Rosa era o significado de Ruzena e assim gostava de ser chamada carinhosamente. E naquele momento de ilegalidade de estar na rua, combinaram que seria melhor ser chamada assim, mais comum do que Ruzena que poderia ser ligada a família Karlovy.

Rapidamente se despertaram daquele olhar e Ruzena obteve sua fruta. E saiu correndo com sua mucama. Mas logo parou tirou o leque do rosto e falou.

- Carlota, quero conhecê-la mais. Gostei dela. Eu quero!

- Não senhora, a senhora não deve.

- Faça assim, peça para seu namorado ir lá e fale pra ele nos ajudar. Hoje às 15h nos jardins da propriedade. No nosso esconderijo. Me ajude, fale pra ela que darei moedas e lenços. Eu tenho aqueles, você sabe quais!

E ainda continuou em uma euforia sem fim...
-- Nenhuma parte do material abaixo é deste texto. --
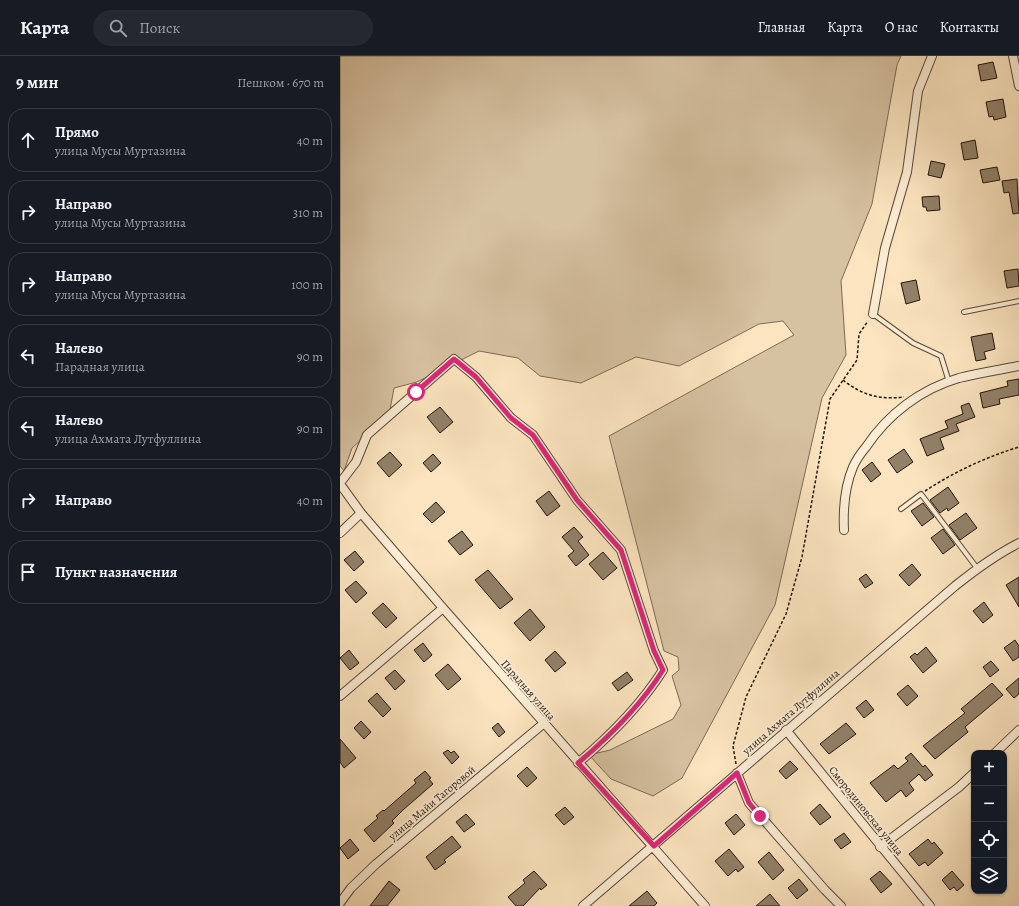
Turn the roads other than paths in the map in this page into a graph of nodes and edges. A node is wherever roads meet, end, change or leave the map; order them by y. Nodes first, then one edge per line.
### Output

- Eu volto agora pra casa, por favor, antes mesmo do horário que tínhamos combinado, falo que melhorei pros meus pais e de tarde vou tomar a fresca no jardim. Assim eles não desconfiam. Mas, claro se ela aceitar.

E foi Carlota, perguntar, ela mesma ao invés do rapaz. Mas foi mais pelo medo de continuar ali, do que para ajudar naquele encontro absurdo. E crendo também que a cigana não iria aceitar e tudo iria acabar ali.

Chamou o rapaz que as acompanhava em um gesto discreto para que ficasse mais próximo de Ruzena e foi lá ter com Sara.

Depois das explicações voltou com o rosto rosado e olhos esbugalhados.

- Senhorinha Ruzena, ela aceitou. Ela aceitou.... o que faremos?

Ruzena, nunca esteve tão feliz. Se questionava de como poderia um dia que nunca havia comemorado fazer parte de uma aventura da sua vida? E falou em voz baixa em cochicho quase no ouvido de Carlota.

- Como os ciganos falam? Opcharrr... opta...não sei acho que é viva santa Sara kali. Que está fazendo minha vida um pouco mais interessante.

- Que sacrilégio Ruzena, vamos embora, já estou com medo disso tudo!

Mal sabia Sara e Rita, agora Ruzena, que realmente aquele dia 24 de maio mudaria sua vida pra sempre! Para sempre!